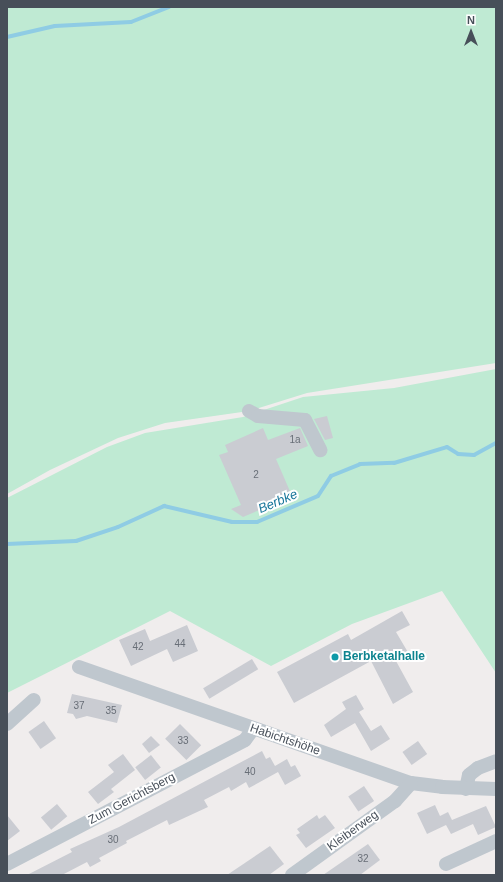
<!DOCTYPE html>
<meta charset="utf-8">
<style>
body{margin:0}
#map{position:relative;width:503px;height:882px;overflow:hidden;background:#f0eded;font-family:Arial,sans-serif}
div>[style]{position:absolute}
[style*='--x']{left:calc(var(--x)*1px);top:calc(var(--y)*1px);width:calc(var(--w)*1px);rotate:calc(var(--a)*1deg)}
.green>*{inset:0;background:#bfead3}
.stream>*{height:4px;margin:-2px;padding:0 2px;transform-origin:2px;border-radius:2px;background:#8fcce4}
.building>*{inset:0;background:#caccd2;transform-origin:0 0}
.minor>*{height:14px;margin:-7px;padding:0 7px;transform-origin:7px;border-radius:7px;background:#bfc7ce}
.dots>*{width:11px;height:11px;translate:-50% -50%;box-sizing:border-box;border:2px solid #fff;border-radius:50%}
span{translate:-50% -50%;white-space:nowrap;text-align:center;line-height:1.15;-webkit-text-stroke:4px #fff;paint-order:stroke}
.number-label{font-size:10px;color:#686e77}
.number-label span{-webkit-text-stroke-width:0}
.culture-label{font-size:12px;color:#0d838f;font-weight:700}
.left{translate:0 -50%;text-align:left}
.street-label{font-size:12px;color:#474f59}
.water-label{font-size:13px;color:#18769b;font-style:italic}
.frame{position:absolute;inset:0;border:8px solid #474f59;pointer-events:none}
.north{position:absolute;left:451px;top:12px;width:40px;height:40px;-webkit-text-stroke:3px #fff;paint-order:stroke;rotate:0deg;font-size:11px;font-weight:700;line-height:16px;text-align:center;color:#474f59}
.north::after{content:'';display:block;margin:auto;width:14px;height:18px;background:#474f59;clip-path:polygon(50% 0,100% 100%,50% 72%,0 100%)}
</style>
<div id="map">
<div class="green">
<i style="clip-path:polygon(7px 7px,496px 7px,496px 363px,307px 393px,249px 411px,165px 423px,118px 438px,50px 470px,7px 494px)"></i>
<i style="clip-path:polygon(496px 369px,496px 673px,442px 591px,352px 624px,271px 666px,170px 611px,7px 693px,7px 498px,107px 447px,145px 433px,243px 417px,303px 397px,394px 388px)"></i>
</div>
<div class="stream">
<i style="--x:7;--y:37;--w:49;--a:-12.9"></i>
<i style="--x:55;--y:26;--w:76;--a:-3"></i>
<i style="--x:131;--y:22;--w:41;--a:-21.5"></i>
<i style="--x:7;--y:544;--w:69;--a:-2.5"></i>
<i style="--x:76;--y:541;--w:44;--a:-18.4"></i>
<i style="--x:118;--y:527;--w:51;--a:-24.5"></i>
<i style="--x:164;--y:506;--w:70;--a:13.2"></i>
<i style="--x:232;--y:522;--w:25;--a:0"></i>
<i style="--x:257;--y:522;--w:66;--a:-23.1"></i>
<i style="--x:318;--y:496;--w:24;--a:-57"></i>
<i style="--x:331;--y:476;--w:31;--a:-22"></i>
<i style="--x:360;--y:464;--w:34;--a:-2"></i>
<i style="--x:394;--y:463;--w:55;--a:-16.8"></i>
<i style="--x:447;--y:447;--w:13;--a:32"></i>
<i style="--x:458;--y:454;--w:16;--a:4"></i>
<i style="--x:474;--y:455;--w:25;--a:-29"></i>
</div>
<div class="building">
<i style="clip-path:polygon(327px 416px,333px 438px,325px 440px,314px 419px)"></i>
<i style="clip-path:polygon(263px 428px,268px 440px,300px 428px,308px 446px,276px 459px,292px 496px,243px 517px,231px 509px,241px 505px,219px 455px,228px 452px,225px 445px)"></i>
<i style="clip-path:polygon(402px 611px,410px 625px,396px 632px,409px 654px,396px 661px,413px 692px,393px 704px,371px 661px,294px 703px,277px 672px,348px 634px,351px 640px)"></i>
<i style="clip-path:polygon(187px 625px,198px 651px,173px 662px,167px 649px,131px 666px,119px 640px,145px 629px,150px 641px)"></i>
<i style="left:252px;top:659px;width:12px;height:57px;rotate:59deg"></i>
<i style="clip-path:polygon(72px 694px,122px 705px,117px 723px,87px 716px,76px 719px,73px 714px,67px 713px)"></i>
<i style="clip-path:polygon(356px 695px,364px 709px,359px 712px,371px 731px,381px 725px,390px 739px,371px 751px,355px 723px,331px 737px,324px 725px,346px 709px,342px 702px)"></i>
<i style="left:44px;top:721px;width:21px;height:19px;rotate:55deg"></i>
<i style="left:180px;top:724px;width:30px;height:21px;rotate:45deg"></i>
<i style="clip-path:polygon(151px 736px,160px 745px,149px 753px,142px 744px)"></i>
<i style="left:418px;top:741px;width:16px;height:19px;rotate:55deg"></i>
<i style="clip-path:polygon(262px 751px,266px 759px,270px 757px,275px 766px,287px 759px,291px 767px,295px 765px,301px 776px,285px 785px,278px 772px,249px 788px,246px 782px,231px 791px,229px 787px,204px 800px,208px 807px,169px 825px,167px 820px,126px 841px,127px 843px,99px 858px,101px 861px,90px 867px,87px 862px,62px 875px,27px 875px,72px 852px,70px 849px,119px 827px)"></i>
<i style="clip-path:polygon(123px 754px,135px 770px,111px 789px,114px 792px,98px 804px,88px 792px,114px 772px,108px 765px)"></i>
<i style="left:151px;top:755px;width:16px;height:20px;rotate:52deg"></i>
<i style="left:364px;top:786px;width:18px;height:19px;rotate:56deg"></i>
<i style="left:57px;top:804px;width:16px;height:21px;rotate:50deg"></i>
<i style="clip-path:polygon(435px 805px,440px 816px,448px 812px,452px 820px,486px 806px,496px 827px,478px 835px,473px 824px,451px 834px,446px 825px,427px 834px,417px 813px)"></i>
<i style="clip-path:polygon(7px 815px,20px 831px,7px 841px)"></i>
<i style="clip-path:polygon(317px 815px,319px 819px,325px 815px,335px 828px,306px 848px,296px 835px,300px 833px,297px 829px)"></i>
<i style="clip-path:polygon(368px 844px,380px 860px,360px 875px,323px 875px)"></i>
<i style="clip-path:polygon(270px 846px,284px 864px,269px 875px,227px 875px)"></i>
</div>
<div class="minor">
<i style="--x:249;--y:411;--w:10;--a:29"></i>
<i style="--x:258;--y:416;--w:47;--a:4.9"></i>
<i style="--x:305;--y:420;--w:34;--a:63"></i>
<i style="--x:79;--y:667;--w:352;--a:19.3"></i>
<i style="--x:411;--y:783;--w:31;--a:7"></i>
<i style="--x:442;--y:787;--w:54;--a:2.1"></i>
<i style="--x:7;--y:724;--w:36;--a:-42"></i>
<i style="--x:466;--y:789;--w:14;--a:-78"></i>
<i style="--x:469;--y:775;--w:11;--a:-38"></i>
<i style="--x:478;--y:768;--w:19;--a:-21"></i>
<i style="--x:7;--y:864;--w:268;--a:-27.5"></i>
<i style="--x:245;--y:740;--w:14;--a:-54"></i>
<i style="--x:446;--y:864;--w:55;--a:-24.7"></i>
<i style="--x:292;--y:875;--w:127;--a:-35.7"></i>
<i style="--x:395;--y:801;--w:24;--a:-48"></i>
</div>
<div class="dots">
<i style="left:335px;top:657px;background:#0f9aa8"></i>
</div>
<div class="number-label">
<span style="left:295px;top:440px">1a</span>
<span style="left:256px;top:475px">2</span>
<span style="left:180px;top:644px">44</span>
<span style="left:138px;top:647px">42</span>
<span style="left:79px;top:706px">37</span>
<span style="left:111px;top:711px">35</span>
<span style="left:183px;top:741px">33</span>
<span style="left:250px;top:772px">40</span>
<span style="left:113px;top:840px">30</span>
<span style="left:363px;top:859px">32</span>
</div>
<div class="culture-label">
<span class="left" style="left:343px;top:657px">Berbketalhalle</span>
</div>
<div class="street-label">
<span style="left:285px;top:740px;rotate:19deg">Habichtshöhe</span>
<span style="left:132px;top:799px;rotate:-28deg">Zum Gerichtsberg</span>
<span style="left:353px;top:831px;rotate:-36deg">Kleiberweg</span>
</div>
<div class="water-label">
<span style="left:278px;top:502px;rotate:-23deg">Berbke</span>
</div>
<div class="frame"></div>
<div class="north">N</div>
</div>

Directions -> Whenever the word "stream" appears in a line above, copy that line.

Written answer ->
.stream>*{height:4px;margin:-2px;padding:0 2px;transform-origin:2px;border-radius:2px;background:#8fcce4}
<div class="stream">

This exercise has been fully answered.